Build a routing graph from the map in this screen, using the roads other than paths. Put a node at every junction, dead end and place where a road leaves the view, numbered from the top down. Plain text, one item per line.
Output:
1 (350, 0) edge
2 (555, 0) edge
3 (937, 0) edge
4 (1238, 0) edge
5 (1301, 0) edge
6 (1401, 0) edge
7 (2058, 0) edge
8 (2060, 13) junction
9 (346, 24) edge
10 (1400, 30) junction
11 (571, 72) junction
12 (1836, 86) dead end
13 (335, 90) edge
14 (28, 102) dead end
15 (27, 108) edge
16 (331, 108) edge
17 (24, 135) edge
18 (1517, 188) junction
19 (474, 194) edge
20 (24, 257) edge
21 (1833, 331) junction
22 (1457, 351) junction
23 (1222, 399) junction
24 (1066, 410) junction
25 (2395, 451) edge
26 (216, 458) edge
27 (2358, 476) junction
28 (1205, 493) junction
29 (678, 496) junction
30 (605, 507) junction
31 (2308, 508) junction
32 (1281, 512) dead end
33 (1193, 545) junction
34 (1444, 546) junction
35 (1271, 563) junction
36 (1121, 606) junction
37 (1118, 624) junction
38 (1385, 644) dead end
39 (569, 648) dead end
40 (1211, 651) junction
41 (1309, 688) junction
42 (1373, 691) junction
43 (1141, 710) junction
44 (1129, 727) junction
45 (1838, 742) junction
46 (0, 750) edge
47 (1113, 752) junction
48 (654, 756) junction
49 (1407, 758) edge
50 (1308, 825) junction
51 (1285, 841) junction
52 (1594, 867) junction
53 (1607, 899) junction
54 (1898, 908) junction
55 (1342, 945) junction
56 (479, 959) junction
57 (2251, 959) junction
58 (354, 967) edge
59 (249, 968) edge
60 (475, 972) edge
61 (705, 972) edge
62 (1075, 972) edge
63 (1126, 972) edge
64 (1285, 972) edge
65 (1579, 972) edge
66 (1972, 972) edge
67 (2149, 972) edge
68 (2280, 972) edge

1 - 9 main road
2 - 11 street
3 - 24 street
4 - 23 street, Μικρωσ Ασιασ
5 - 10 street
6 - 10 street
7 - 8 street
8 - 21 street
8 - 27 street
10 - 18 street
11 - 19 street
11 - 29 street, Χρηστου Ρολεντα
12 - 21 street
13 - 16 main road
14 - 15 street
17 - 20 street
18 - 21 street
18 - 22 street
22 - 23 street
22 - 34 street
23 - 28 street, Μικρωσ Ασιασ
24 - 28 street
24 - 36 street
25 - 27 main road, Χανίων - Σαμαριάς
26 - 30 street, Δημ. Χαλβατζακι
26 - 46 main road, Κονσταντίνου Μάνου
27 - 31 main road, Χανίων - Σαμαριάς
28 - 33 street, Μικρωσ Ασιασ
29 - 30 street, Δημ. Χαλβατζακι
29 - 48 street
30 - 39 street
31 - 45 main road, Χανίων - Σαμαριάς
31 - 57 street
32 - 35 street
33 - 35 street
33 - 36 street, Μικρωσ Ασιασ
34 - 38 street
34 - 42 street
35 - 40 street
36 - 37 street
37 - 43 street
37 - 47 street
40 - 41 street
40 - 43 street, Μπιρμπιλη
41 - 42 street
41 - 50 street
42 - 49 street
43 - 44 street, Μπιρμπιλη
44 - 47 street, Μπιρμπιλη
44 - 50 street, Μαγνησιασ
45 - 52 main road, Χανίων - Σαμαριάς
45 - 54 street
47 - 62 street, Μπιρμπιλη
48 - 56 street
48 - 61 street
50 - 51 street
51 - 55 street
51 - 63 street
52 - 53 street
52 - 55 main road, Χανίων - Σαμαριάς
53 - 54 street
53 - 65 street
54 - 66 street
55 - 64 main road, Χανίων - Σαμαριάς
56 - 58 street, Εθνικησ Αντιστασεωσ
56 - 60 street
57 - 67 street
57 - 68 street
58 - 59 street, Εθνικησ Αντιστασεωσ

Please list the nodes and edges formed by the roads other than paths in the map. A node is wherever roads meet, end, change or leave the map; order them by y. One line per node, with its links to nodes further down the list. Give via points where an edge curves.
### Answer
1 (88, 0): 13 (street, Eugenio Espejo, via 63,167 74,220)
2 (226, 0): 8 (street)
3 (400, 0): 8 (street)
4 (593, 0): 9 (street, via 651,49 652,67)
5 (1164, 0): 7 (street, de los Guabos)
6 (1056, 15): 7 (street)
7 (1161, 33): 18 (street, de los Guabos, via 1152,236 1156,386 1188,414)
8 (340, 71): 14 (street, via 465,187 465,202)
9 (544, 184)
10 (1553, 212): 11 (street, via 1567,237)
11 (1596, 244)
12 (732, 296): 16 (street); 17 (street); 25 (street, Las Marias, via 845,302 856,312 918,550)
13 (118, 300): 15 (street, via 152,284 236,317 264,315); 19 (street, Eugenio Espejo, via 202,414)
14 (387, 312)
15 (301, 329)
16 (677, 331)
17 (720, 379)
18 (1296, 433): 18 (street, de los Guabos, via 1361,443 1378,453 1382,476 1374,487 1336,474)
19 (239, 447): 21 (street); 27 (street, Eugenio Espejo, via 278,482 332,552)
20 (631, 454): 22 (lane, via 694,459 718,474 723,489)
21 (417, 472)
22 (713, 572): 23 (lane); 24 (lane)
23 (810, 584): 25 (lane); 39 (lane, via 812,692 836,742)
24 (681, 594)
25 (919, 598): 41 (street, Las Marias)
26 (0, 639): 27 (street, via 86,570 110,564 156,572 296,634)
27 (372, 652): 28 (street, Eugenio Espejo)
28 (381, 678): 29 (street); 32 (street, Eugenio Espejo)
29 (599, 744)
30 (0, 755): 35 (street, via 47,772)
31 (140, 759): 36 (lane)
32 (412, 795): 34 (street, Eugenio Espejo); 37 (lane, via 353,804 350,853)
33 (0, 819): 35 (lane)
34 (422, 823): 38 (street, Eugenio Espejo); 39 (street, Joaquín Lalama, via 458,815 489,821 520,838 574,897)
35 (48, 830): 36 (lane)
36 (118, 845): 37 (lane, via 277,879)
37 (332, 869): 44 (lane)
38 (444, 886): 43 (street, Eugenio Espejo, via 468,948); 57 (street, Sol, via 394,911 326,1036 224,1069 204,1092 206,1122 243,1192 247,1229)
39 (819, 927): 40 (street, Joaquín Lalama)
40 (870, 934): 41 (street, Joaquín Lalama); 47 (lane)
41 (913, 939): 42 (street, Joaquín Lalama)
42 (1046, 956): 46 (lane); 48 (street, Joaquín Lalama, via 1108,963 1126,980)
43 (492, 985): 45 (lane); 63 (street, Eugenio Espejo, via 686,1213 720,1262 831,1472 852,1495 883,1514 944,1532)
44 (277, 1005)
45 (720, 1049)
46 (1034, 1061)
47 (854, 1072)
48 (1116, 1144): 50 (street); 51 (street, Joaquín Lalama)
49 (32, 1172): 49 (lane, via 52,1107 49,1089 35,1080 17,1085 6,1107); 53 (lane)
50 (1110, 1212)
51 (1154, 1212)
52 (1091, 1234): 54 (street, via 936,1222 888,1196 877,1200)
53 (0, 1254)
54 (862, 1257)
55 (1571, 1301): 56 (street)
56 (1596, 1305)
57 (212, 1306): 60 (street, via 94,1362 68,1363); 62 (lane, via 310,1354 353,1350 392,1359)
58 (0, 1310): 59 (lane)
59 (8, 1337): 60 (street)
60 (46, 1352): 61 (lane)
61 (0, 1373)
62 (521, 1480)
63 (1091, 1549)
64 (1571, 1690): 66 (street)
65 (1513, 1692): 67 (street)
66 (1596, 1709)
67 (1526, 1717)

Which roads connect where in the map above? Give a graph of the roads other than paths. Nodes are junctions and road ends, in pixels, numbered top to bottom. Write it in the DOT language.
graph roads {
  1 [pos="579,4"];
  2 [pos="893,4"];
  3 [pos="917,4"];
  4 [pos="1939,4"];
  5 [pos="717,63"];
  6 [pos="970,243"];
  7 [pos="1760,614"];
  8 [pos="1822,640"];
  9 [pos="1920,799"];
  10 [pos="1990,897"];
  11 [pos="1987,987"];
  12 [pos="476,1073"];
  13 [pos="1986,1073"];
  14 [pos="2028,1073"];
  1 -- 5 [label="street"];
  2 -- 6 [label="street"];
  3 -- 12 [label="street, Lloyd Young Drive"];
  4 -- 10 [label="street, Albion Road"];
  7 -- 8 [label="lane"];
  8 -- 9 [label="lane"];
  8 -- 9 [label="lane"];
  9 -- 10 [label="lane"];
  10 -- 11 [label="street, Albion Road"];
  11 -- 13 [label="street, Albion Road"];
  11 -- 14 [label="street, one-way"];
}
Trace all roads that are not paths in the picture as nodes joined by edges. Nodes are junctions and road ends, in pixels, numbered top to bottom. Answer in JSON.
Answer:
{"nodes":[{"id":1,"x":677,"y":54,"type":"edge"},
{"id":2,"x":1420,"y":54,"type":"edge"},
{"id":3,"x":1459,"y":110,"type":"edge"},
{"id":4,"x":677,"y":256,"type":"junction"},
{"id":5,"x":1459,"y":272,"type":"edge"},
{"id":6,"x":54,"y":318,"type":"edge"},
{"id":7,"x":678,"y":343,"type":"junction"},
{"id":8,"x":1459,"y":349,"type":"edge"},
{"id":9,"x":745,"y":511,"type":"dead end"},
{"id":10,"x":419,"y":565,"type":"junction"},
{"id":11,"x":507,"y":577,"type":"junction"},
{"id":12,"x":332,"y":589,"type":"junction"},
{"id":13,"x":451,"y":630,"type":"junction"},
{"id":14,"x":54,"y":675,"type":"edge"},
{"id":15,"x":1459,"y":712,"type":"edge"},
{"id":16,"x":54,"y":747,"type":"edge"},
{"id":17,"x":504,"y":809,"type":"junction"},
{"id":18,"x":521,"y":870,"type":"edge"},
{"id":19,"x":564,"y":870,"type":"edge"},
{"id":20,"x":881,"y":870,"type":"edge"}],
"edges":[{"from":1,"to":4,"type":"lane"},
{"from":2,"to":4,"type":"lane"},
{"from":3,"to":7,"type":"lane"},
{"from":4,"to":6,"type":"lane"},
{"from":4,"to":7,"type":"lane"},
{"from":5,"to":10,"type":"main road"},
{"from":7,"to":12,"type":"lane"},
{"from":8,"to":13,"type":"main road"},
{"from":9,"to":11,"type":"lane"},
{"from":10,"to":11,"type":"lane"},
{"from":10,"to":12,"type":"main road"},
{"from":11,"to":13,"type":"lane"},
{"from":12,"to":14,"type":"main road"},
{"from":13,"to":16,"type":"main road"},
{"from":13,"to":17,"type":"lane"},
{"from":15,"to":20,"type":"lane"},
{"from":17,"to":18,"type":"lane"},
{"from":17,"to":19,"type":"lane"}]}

WHAT IS BEING ASKED. Count every line of the data above that includes the word "dead", then state the total and nothing more.

SOLUTION TO THIS PROBLEM. 7